◆ Problem to work on ◆
For the listing that follows, give again exactly the lines from the one with "Digitize the connectivity" to the one with "Please list the", including both.
[[ Excerpted data open ]]
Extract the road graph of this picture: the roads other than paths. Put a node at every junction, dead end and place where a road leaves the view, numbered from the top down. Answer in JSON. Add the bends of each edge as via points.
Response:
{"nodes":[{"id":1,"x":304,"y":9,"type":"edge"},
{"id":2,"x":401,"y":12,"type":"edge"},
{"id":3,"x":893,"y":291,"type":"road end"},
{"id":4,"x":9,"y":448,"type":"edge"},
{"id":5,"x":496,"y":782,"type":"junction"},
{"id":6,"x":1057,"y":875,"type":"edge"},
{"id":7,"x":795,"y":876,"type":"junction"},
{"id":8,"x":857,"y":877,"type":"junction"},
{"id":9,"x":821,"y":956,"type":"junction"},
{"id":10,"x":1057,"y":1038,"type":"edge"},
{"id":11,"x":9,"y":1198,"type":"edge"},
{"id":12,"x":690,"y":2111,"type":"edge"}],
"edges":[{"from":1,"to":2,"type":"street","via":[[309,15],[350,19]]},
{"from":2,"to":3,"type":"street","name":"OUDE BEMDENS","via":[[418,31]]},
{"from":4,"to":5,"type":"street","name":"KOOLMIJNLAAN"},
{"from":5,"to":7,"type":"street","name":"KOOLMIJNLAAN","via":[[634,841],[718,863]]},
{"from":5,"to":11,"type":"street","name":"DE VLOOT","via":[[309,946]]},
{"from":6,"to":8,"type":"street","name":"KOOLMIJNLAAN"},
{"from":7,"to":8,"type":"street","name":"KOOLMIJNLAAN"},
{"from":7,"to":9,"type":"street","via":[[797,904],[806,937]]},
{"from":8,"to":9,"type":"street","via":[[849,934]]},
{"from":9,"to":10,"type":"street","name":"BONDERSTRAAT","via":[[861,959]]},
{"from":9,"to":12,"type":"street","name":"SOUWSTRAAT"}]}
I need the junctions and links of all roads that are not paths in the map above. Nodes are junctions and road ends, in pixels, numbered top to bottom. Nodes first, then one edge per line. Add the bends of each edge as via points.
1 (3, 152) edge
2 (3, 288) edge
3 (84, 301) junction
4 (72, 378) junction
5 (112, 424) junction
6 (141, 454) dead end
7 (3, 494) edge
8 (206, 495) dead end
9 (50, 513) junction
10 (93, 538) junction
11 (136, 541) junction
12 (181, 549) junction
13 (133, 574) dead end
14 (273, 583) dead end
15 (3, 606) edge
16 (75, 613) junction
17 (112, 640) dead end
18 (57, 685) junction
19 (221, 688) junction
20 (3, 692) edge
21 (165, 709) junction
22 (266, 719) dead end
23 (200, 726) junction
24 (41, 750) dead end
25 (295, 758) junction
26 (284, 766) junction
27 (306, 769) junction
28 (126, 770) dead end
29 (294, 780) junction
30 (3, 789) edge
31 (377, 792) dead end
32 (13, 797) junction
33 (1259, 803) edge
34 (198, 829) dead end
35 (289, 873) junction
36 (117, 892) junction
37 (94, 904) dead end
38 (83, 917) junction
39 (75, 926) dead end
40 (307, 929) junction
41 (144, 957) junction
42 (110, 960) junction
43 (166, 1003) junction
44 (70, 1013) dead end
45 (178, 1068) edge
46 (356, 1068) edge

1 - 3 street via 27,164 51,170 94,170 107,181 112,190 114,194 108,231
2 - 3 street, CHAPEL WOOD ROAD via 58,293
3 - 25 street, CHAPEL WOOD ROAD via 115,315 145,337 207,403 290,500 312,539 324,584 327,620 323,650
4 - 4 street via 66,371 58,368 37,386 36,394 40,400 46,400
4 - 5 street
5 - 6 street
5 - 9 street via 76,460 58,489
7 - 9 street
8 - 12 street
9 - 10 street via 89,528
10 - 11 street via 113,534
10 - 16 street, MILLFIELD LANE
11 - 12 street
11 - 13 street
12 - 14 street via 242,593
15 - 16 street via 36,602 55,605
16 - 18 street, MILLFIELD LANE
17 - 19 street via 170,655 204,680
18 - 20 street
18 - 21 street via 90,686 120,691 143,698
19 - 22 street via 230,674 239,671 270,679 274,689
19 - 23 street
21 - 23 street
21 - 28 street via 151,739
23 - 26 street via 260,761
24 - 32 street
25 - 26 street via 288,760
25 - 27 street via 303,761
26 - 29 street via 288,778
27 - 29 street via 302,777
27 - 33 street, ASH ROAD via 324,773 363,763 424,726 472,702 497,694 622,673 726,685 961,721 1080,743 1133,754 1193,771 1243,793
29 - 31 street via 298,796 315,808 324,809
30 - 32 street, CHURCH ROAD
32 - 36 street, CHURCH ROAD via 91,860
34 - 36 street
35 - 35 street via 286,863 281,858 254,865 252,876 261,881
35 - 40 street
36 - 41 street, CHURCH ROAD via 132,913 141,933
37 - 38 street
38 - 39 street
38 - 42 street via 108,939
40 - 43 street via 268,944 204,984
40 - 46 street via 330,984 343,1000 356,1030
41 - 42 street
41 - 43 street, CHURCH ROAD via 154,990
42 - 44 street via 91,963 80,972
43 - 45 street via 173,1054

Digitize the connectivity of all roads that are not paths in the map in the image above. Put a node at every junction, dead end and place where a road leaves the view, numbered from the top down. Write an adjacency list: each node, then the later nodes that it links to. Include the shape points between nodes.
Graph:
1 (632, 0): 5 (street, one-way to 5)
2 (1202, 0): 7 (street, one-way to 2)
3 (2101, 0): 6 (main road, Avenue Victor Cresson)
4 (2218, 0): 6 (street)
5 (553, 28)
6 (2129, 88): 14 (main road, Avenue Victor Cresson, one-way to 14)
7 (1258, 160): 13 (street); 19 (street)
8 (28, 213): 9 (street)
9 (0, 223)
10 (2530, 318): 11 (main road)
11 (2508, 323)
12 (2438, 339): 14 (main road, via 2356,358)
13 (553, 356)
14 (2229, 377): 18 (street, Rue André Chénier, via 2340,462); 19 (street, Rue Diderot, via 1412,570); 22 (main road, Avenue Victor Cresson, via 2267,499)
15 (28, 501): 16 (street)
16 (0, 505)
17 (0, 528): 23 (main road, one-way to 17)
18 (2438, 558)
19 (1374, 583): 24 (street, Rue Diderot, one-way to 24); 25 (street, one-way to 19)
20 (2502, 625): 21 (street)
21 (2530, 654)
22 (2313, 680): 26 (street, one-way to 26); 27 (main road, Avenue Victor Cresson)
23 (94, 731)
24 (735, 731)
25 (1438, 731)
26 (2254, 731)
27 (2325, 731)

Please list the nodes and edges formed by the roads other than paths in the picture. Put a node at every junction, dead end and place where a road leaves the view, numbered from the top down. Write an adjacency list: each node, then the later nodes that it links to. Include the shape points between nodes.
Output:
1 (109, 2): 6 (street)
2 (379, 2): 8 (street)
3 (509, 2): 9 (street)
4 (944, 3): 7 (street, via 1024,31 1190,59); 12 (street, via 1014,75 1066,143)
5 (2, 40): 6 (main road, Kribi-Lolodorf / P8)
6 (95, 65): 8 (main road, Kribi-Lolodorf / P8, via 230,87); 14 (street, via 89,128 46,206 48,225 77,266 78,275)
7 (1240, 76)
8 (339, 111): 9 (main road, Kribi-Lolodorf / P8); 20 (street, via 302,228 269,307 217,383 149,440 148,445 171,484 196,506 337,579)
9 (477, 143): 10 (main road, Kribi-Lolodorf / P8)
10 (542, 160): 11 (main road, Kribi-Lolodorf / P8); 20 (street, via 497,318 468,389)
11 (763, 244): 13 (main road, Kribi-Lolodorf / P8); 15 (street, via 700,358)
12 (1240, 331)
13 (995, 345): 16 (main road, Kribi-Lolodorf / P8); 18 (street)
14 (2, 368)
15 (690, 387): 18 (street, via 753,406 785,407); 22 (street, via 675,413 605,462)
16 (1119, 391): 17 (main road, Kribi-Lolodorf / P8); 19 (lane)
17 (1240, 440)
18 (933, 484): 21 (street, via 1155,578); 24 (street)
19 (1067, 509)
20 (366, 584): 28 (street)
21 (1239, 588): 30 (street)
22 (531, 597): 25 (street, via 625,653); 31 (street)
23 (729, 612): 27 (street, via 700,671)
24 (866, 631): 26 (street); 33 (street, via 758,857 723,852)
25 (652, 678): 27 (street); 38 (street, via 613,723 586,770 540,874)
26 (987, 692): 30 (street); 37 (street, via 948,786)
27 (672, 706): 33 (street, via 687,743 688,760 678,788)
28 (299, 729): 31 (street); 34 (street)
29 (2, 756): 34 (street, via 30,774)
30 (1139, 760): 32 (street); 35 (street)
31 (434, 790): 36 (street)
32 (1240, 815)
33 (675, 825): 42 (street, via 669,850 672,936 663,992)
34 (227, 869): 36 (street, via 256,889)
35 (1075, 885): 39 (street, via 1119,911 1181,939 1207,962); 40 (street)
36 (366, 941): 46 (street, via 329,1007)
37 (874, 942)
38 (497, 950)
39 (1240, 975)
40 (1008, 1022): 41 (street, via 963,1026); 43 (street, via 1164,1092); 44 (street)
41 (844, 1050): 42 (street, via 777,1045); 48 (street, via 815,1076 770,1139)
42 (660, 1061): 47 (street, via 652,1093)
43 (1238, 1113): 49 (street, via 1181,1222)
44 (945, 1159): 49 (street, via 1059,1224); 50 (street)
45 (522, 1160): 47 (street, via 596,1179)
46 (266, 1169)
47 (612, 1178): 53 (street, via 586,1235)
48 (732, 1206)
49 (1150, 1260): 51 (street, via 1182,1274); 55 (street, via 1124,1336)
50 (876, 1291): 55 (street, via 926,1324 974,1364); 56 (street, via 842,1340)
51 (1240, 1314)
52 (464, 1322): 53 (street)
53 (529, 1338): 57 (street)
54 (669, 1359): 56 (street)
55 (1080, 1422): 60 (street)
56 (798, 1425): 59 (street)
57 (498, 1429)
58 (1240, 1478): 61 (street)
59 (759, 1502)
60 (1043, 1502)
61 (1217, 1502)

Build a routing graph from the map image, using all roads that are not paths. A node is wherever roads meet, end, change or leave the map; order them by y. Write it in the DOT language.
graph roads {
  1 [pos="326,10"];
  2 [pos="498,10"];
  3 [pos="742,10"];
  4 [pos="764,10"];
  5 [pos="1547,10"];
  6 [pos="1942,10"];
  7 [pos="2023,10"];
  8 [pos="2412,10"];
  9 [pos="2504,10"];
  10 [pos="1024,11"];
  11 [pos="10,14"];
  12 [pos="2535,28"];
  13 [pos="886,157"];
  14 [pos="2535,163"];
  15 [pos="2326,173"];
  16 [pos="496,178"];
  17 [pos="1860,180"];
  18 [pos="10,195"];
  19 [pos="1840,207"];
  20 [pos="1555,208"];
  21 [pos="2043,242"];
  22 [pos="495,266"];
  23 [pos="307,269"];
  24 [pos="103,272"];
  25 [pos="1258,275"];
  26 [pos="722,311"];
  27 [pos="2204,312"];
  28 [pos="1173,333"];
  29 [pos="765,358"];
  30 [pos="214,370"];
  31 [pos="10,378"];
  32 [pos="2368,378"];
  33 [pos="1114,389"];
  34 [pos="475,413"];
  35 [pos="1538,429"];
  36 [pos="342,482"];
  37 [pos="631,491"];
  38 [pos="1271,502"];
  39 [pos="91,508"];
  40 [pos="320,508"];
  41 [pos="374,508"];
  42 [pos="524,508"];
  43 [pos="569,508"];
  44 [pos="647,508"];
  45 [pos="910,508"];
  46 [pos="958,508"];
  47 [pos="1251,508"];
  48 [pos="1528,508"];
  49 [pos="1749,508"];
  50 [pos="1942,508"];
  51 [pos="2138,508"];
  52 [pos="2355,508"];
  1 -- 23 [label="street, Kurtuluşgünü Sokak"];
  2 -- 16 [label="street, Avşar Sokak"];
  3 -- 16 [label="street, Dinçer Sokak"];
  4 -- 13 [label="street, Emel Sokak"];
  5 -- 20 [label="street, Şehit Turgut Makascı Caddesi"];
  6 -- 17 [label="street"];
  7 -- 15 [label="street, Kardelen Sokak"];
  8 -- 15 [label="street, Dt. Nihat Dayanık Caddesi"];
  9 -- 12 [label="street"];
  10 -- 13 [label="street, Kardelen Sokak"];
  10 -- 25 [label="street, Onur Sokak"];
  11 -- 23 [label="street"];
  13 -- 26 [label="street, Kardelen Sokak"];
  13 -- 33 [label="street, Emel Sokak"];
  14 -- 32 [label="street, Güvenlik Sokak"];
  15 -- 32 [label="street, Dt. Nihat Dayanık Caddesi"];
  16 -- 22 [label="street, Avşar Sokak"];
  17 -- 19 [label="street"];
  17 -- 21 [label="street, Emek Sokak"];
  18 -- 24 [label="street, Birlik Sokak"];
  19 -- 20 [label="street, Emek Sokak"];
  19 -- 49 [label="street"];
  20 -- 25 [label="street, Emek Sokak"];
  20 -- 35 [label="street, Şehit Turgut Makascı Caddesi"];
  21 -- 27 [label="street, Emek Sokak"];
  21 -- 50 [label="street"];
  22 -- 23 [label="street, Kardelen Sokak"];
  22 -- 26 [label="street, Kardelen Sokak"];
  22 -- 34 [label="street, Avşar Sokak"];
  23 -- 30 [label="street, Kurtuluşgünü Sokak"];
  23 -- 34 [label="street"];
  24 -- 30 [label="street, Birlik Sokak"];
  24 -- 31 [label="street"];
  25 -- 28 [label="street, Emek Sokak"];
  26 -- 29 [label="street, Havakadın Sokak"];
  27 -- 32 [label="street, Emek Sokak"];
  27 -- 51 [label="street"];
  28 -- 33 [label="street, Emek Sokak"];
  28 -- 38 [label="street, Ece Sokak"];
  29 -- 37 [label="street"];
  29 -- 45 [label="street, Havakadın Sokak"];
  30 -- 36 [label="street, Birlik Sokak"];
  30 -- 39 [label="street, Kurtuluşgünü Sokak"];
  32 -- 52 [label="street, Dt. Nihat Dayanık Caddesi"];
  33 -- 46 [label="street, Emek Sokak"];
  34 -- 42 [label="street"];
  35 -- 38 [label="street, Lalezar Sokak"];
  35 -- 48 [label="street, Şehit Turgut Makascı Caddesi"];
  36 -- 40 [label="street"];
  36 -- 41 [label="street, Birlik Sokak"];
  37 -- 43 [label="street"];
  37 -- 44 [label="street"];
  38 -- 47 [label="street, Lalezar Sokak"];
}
[[ Excerpted data closed ]]
◆ Reply to the task ◆
Digitize the connectivity of all roads that are not paths in the map in the image above. Put a node at every junction, dead end and place where a road leaves the view, numbered from the top down. Write an adjacency list: each node, then the later nodes that it links to. Include the shape points between nodes.
Graph:
1 (632, 0): 5 (street, one-way to 5)
2 (1202, 0): 7 (street, one-way to 2)
3 (2101, 0): 6 (main road, Avenue Victor Cresson)
4 (2218, 0): 6 (street)
5 (553, 28)
6 (2129, 88): 14 (main road, Avenue Victor Cresson, one-way to 14)
7 (1258, 160): 13 (street); 19 (street)
8 (28, 213): 9 (street)
9 (0, 223)
10 (2530, 318): 11 (main road)
11 (2508, 323)
12 (2438, 339): 14 (main road, via 2356,358)
13 (553, 356)
14 (2229, 377): 18 (street, Rue André Chénier, via 2340,462); 19 (street, Rue Diderot, via 1412,570); 22 (main road, Avenue Victor Cresson, via 2267,499)
15 (28, 501): 16 (street)
16 (0, 505)
17 (0, 528): 23 (main road, one-way to 17)
18 (2438, 558)
19 (1374, 583): 24 (street, Rue Diderot, one-way to 24); 25 (street, one-way to 19)
20 (2502, 625): 21 (street)
21 (2530, 654)
22 (2313, 680): 26 (street, one-way to 26); 27 (main road, Avenue Victor Cresson)
23 (94, 731)
24 (735, 731)
25 (1438, 731)
26 (2254, 731)
27 (2325, 731)

Please list the nodes and edges formed by the roads other than paths in the picture. Put a node at every junction, dead end and place where a road leaves the view, numbered from the top down. Write an adjacency list: each node, then the later nodes that it links to. Include the shape points between nodes.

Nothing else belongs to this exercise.